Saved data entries
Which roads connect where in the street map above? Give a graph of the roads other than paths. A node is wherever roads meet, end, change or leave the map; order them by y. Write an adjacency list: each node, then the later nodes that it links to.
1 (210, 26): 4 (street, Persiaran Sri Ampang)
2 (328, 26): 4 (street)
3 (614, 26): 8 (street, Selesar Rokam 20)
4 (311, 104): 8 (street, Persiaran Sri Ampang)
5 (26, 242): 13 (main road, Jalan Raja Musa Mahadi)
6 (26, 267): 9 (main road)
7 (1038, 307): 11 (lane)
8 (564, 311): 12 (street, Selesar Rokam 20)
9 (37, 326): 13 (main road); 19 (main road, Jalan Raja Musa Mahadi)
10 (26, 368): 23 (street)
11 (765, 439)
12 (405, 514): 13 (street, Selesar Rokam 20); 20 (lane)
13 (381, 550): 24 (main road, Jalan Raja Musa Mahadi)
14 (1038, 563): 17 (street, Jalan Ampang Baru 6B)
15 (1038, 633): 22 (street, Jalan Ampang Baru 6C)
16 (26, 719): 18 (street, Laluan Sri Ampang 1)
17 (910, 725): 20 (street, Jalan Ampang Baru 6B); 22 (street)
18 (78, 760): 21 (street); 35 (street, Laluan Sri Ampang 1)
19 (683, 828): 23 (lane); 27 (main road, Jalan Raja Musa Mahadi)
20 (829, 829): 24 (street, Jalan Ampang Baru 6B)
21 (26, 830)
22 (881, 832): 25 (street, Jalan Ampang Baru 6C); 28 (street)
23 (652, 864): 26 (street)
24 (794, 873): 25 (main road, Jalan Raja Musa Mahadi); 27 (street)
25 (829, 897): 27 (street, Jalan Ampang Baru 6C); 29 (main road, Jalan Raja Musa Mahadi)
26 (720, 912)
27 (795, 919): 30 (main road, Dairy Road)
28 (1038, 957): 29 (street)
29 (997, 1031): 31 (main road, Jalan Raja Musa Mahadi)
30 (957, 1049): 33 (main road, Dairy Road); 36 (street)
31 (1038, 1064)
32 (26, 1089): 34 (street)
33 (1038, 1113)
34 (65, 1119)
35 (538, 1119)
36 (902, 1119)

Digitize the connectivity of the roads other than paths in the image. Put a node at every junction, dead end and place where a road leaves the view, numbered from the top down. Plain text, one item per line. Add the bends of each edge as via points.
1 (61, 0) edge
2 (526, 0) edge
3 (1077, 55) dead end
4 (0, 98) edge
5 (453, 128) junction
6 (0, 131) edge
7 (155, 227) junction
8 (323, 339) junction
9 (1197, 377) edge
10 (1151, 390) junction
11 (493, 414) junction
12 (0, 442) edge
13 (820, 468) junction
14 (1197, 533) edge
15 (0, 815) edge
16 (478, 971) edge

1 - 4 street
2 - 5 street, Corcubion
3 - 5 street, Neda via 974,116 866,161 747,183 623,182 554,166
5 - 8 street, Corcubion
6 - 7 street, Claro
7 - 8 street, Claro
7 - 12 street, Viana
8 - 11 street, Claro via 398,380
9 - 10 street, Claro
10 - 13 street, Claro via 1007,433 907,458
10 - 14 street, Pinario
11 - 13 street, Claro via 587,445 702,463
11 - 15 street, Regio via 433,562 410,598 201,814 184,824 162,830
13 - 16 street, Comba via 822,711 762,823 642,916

* [TASK TO CARRY OUT]: Each line of the records above should be copied exactly.

* [RESULT]:
Which roads connect where in the street map above? Give a graph of the roads other than paths. A node is wherever roads meet, end, change or leave the map; order them by y. Write an adjacency list: each node, then the later nodes that it links to.
1 (210, 26): 4 (street, Persiaran Sri Ampang)
2 (328, 26): 4 (street)
3 (614, 26): 8 (street, Selesar Rokam 20)
4 (311, 104): 8 (street, Persiaran Sri Ampang)
5 (26, 242): 13 (main road, Jalan Raja Musa Mahadi)
6 (26, 267): 9 (main road)
7 (1038, 307): 11 (lane)
8 (564, 311): 12 (street, Selesar Rokam 20)
9 (37, 326): 13 (main road); 19 (main road, Jalan Raja Musa Mahadi)
10 (26, 368): 23 (street)
11 (765, 439)
12 (405, 514): 13 (street, Selesar Rokam 20); 20 (lane)
13 (381, 550): 24 (main road, Jalan Raja Musa Mahadi)
14 (1038, 563): 17 (street, Jalan Ampang Baru 6B)
15 (1038, 633): 22 (street, Jalan Ampang Baru 6C)
16 (26, 719): 18 (street, Laluan Sri Ampang 1)
17 (910, 725): 20 (street, Jalan Ampang Baru 6B); 22 (street)
18 (78, 760): 21 (street); 35 (street, Laluan Sri Ampang 1)
19 (683, 828): 23 (lane); 27 (main road, Jalan Raja Musa Mahadi)
20 (829, 829): 24 (street, Jalan Ampang Baru 6B)
21 (26, 830)
22 (881, 832): 25 (street, Jalan Ampang Baru 6C); 28 (street)
23 (652, 864): 26 (street)
24 (794, 873): 25 (main road, Jalan Raja Musa Mahadi); 27 (street)
25 (829, 897): 27 (street, Jalan Ampang Baru 6C); 29 (main road, Jalan Raja Musa Mahadi)
26 (720, 912)
27 (795, 919): 30 (main road, Dairy Road)
28 (1038, 957): 29 (street)
29 (997, 1031): 31 (main road, Jalan Raja Musa Mahadi)
30 (957, 1049): 33 (main road, Dairy Road); 36 (street)
31 (1038, 1064)
32 (26, 1089): 34 (street)
33 (1038, 1113)
34 (65, 1119)
35 (538, 1119)
36 (902, 1119)

Digitize the connectivity of the roads other than paths in the image. Put a node at every junction, dead end and place where a road leaves the view, numbered from the top down. Plain text, one item per line. Add the bends of each edge as via points.
1 (61, 0) edge
2 (526, 0) edge
3 (1077, 55) dead end
4 (0, 98) edge
5 (453, 128) junction
6 (0, 131) edge
7 (155, 227) junction
8 (323, 339) junction
9 (1197, 377) edge
10 (1151, 390) junction
11 (493, 414) junction
12 (0, 442) edge
13 (820, 468) junction
14 (1197, 533) edge
15 (0, 815) edge
16 (478, 971) edge

1 - 4 street
2 - 5 street, Corcubion
3 - 5 street, Neda via 974,116 866,161 747,183 623,182 554,166
5 - 8 street, Corcubion
6 - 7 street, Claro
7 - 8 street, Claro
7 - 12 street, Viana
8 - 11 street, Claro via 398,380
9 - 10 street, Claro
10 - 13 street, Claro via 1007,433 907,458
10 - 14 street, Pinario
11 - 13 street, Claro via 587,445 702,463
11 - 15 street, Regio via 433,562 410,598 201,814 184,824 162,830
13 - 16 street, Comba via 822,711 762,823 642,916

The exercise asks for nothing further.